Viesti, intervistato da Puglia d’oggi si è detto contrario. Secondo lei, invece, perché è una buona proposta?


«Esistono studi che dimostrano che si raccoglie al sud per investire al nord. Sicuramente in questo senso, la proposta di una Banca del sud può intervenire a migliorare questa situazione. A una condizione, però».


La dica.


«A patto che non sia una introduzione surrettizia di un ritorno all’assistenzialismo ma una realtà che sta sul mercato. Ci serve non una banca tout court, ma una banca destinata esclusivamente alle imprese, “votata” a una certa percentuale di impieghi come venture capital».


Condivide, allora: c’è un problema di sistema bancario poco propenso al “rischio”.


«Al sud ci sono banche del centro-nord che fanno perlopiù raccolta sposando al nord realtà imprenditoriali medio-grandi, ed è una politica plausibile, la loro. E poi ci sono banche locali con limiti dimensionali che si trovano inevitabilmente a dover ridurre il rischio».

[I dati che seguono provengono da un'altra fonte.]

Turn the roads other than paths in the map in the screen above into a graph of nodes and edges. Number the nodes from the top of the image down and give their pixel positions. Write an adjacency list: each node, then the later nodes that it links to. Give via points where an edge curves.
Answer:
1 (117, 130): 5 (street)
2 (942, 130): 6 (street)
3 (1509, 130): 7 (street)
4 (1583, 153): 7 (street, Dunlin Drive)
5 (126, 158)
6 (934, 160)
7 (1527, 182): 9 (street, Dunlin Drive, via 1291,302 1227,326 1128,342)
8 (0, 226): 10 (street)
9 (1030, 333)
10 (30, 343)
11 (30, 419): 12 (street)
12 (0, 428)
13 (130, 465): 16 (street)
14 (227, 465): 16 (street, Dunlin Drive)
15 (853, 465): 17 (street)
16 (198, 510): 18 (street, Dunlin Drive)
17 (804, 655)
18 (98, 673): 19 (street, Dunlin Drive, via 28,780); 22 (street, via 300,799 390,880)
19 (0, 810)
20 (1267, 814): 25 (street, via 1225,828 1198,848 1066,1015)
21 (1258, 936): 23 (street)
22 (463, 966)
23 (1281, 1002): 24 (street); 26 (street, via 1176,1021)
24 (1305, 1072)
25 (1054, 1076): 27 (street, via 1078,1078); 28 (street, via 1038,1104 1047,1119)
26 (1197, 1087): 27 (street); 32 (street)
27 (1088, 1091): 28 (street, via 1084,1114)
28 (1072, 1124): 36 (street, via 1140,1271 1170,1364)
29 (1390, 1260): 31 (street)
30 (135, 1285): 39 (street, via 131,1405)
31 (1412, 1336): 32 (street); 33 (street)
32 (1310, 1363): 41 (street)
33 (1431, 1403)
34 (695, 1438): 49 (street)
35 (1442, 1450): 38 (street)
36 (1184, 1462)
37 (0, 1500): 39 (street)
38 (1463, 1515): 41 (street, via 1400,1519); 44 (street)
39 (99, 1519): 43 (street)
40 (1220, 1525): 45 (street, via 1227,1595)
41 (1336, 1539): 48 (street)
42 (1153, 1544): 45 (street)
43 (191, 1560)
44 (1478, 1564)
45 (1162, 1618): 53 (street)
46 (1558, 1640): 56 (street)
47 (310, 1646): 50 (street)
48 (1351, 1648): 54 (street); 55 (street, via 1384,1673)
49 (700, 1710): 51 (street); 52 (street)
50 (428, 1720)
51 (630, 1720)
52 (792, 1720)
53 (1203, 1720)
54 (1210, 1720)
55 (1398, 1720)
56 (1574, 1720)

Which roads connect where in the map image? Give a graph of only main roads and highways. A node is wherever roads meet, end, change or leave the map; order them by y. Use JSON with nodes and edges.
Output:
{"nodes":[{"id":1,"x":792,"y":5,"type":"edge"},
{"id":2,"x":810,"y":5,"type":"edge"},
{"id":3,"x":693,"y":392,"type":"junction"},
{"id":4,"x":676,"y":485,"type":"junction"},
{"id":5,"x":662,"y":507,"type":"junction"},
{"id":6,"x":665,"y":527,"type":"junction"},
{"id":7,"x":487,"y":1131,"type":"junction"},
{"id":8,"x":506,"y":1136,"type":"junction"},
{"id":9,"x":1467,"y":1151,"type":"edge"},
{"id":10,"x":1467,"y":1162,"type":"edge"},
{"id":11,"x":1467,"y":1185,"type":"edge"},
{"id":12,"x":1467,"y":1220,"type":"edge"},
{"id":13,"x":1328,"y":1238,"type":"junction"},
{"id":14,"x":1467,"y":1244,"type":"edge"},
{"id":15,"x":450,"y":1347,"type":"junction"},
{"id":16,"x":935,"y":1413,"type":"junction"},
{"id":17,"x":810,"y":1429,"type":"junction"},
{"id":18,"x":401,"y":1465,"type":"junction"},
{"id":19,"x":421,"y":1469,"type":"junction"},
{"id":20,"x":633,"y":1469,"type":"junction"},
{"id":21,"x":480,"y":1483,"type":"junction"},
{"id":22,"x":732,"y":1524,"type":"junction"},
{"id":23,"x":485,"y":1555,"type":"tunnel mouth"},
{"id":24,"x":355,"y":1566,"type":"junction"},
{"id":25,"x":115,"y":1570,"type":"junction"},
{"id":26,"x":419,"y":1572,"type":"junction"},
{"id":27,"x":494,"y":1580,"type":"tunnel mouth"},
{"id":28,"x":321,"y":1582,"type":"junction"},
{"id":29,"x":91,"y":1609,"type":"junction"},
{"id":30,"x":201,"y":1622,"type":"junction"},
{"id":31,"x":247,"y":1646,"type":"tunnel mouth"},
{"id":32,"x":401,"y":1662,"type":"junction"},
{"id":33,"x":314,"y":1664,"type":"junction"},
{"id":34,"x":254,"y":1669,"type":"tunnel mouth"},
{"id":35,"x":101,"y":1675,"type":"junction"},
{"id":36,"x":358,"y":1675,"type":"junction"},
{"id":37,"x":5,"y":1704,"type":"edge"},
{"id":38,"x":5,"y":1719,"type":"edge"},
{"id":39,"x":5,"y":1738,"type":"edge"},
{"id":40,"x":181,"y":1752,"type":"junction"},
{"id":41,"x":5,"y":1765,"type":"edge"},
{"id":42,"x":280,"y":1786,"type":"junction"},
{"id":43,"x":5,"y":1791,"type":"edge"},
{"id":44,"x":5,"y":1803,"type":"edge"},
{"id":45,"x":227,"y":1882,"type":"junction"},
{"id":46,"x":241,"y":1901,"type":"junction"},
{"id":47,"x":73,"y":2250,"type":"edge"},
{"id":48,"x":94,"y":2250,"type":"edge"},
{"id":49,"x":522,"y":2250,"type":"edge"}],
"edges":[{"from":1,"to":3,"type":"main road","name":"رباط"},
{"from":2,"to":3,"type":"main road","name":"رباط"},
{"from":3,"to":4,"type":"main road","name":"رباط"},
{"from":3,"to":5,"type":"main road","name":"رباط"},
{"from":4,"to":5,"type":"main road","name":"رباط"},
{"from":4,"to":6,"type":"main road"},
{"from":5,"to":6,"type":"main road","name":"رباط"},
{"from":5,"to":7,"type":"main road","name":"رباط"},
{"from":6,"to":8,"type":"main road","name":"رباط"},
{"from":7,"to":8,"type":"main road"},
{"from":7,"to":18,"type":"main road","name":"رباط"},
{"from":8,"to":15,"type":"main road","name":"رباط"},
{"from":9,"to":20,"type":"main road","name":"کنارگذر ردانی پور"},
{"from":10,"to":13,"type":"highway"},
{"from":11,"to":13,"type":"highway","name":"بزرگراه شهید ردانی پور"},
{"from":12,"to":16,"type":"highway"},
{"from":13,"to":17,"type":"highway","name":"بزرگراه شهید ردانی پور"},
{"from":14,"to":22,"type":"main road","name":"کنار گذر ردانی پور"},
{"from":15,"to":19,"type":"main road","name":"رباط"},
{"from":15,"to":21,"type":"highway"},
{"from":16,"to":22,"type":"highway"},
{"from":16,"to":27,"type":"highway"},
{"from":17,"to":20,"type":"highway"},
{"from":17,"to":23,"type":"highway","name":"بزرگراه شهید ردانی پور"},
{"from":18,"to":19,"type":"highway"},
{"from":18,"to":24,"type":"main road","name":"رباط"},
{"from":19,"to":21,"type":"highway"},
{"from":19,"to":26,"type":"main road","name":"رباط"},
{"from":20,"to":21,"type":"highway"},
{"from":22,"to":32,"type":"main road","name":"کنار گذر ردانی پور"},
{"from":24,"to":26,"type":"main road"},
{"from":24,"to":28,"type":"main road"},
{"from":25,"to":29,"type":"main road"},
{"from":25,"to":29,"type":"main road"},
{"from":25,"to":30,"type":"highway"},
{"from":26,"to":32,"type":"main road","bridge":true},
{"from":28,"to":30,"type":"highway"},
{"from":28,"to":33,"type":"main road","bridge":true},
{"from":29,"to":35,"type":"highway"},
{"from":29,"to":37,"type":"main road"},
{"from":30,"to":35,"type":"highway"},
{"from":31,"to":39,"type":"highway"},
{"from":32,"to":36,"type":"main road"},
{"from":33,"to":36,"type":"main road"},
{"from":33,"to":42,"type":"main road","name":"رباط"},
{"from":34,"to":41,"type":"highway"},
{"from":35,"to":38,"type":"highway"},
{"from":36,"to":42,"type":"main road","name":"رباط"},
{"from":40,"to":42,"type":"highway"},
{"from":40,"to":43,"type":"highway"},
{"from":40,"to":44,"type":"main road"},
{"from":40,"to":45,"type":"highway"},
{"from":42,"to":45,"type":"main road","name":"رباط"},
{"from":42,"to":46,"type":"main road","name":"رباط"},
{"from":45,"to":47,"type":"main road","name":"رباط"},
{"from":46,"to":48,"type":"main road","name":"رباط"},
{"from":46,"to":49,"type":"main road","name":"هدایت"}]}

Siamo chiusi in una morsa. Come quella di cui ha scritto lei: un sud stretto dai Paesi in via di sviluppo con un costo del lavoro bassissimo e dai paesi a economia avanzata che corrono più veloci di noi.


«Sì, ed è una morsa che non può che peggiorare. In Romania, ci sono già 10mila aziende italiane, moltissime del nord-est ma anche molte del sud. Ma d’altronde lì il costo di un operaio tutto compreso è di 200 euro mensili: non c’è paragone».


E come ci divincoliamo?


«Non è facile trovare una ricetta. Ho un paio di idee, però. La prima è il rilancio della sinergia tra università, centri di ricerca e impresa. Bisogna fertilizzare le nostre industrie meccaniche con nuovi brevetti per creare prodotti competitivi sui mercati avanzati. L’altro punto è appunto l’intervento forte di una banca che finanzi idee e progetti».


Quindi, più ricerca?


«Certo. Mi viene in mente una società barlettana, la Cofra, che ha trasformato il suo prodotto ginnico in una scarpa per il lavoro, tecnica, facendo un’operazione che le ha portato un grande successo. E’ un esempio di fertilizzazione di un prodotto maturo con un prodotto nuovo, diverso: mettendo tecnologia in ciò che sappiamo già fare».


Ma resta che i nostri costi sono altissimi.


«Io introdurrei una fiscalità di vantaggio per il sud».


Ma l’Europa ci boccherebbe.


«Ci sarebbe da negoziare. La strada potrebbe essere la riduzione delle imposte è commisurata al deficit di infrastrutture, e sarebbe assolutamente lecito».